Three boys are totally covered in mud - and their teachers say it's the best way for them to learn.
Two girls are painting leaves.
Other kids are playing with ropes, climbing trees or whittling a stick with a potato peeler.
This is "play-based learning", and many New Zealand schools are embracing it now that the new Government has freed them from the former national standards.
Linda Cheer of Napier's Longworth Forest School, who runs a consultancy on play-based learning, says interest is "growing very fast throughout New Zealand".
"They say, 'I know this is the best for children, but I'm the only one in the school who believes in it and I'm battling the whole time'."
The play-based approach is based on evidence that everyone learns best when they are engaged emotionally as well as intellectually.
Neuroscience educator Nathan Wallis said children needed to develop an emotional "disposition towards learning", by finding that it was fun, before learning "repetitive patterns" such as words and numbers.

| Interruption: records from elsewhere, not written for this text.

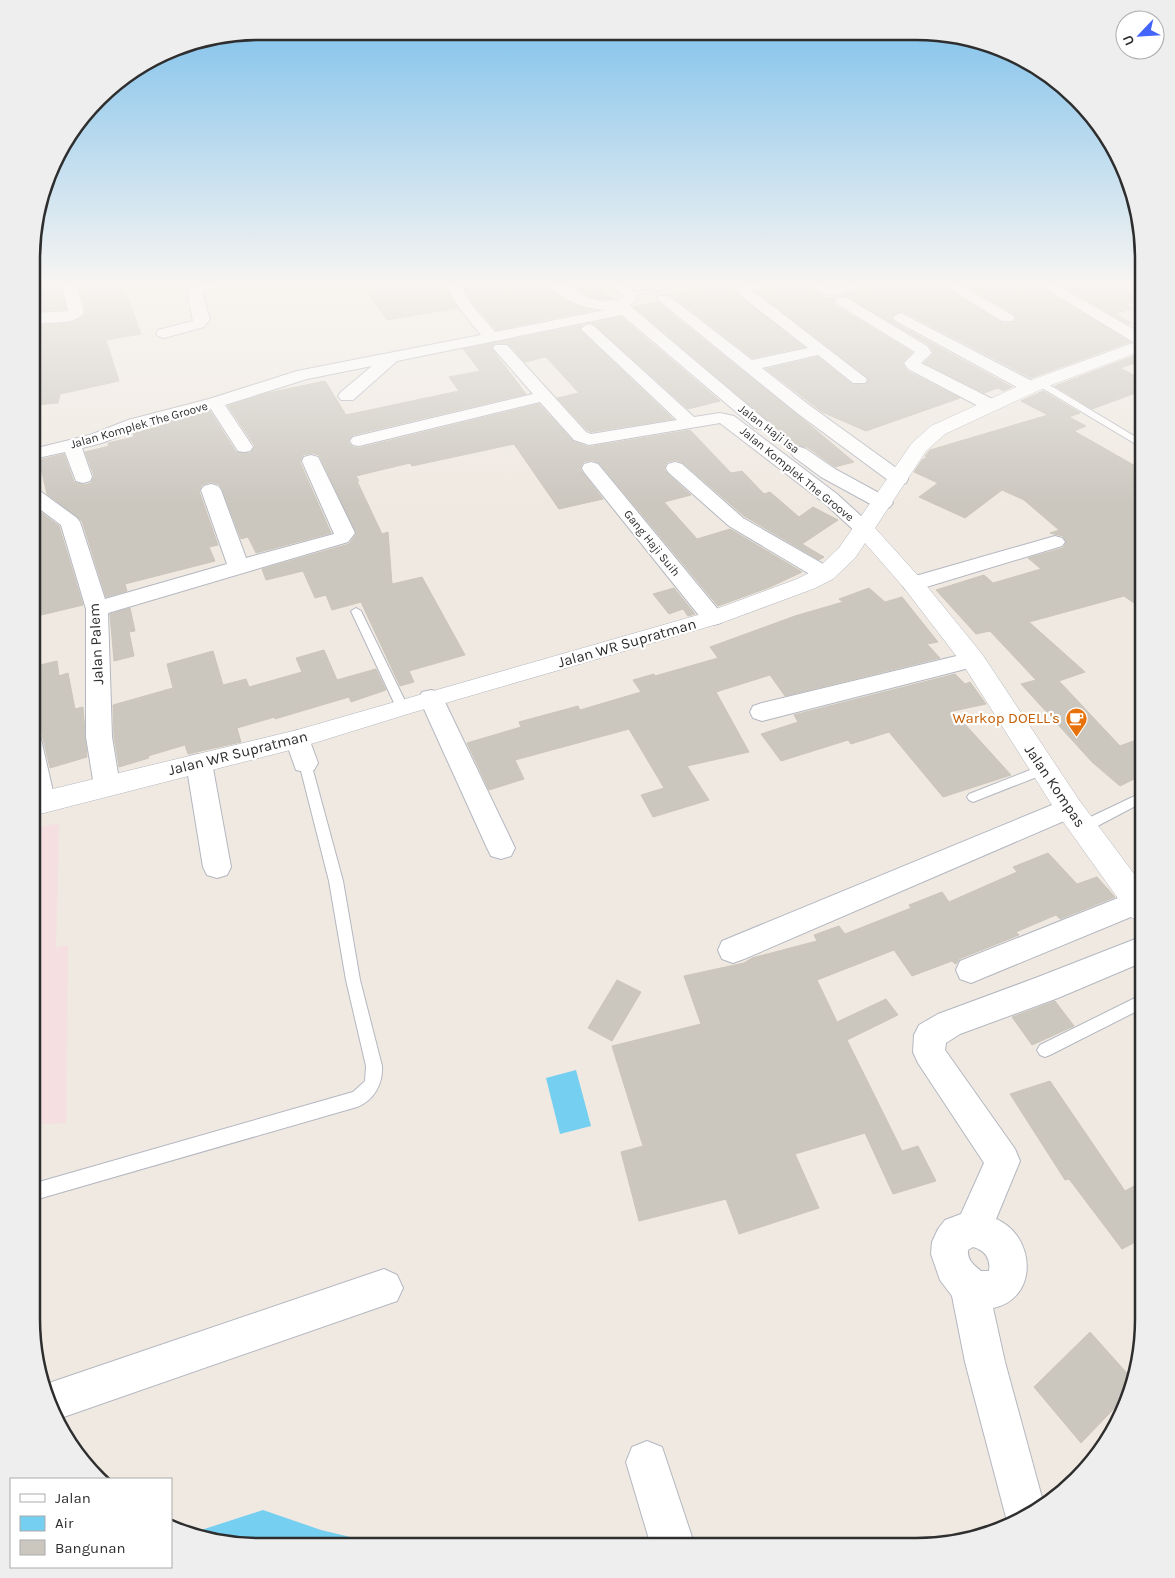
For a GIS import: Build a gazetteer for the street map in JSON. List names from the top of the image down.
{
  "streets": {
    "main road": ["Jalan WR Supratman", "Jalan Kompas"],
    "street": [
      "Jalan Komplek The Groove",
      "Jalan Haji Isa",
      "Gang Haji Suih",
      "Jalan Palem"
    ]
  },
  "crossings": [
    ["Jalan Komplek The Groove", "Jalan WR Supratman"],
    ["Jalan Komplek The Groove", "Jalan Kompas"],
    ["Jalan Haji Isa", "Jalan WR Supratman"],
    ["Gang Haji Suih", "Jalan WR Supratman"],
    ["Jalan WR Supratman", "Jalan Palem"],
    ["Jalan WR Supratman", "Jalan Kompas"]
  ],
  "places": {
    "cafe": ["Warkop DOELL's"]
  },
  "legend": ["Jalan", "Air", "Bangunan"],
  "north": "bottom left"
}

"A play-based environment very clearly shows that the kids develop a positive disposition. They develop perseverance, creative problem-solving," he said.
In the mud on a wet day in a Conscious Kids holiday programme at Auckland's Meola Reef Reserve, the children invented a fantasy about "golden mud".
"It brings out their creativity," said Conscious Kids director Ann Langis.
When their boots got stuck in the mud, she said, they learned about suction.
"If they don't have that first-hand experience, it's very difficult to get that child to be interested in a concept like that," she said.
They also develop their oral language by talking to each other - an important factor for Auckland's many children who speak English as a second language.
"Those kids are not going to speak in a big circle, but when they are playing they start jabbering away," she said. "How else are they going to learn the language?"
Claire Edwards, who uses play-based learning with new entrants at Bayswater School on Auckland's North Shore, said today's children were starting school with weaker oral language and fine motor skills than in earlier decades.
"We have at least three teachers in our room," she said. "Two will be taking small groups for reading and writing and maths, and the other one will be with the children, engaging in their play and trying to elicit more oral language from them and deepening their ideas."
Play-based teachers offer children "provocations" to spark creative play. At Meola Reef they put out paints and ropes. At Bayswater they have tried big cardboard boxes, wool, fabric, plastic bottles, bottle caps and lolly sticks.
"From observing what the children do within their play, and what they use the provocations for, we find their collective interest, and we then scaffold the curriculum around the collective interest," Edwards said.
"Teachers generally tried to do things that they thought would be interesting for children.
"This way, we know it's interesting, because we have seen them do it."
Auckland Primary Principals' Association president Helen Varney, whose Target Rd School in Glenfield has been trialling play-based learning for junior classes since 2016, said she did not think schools were philosophically divided about it.
"Aspects of play-based learning have been in NZ Year 1-2 classrooms for years," she said.
"What is happening is teachers are more aware of the opportunities for learners to develop their knowledge and skills through play."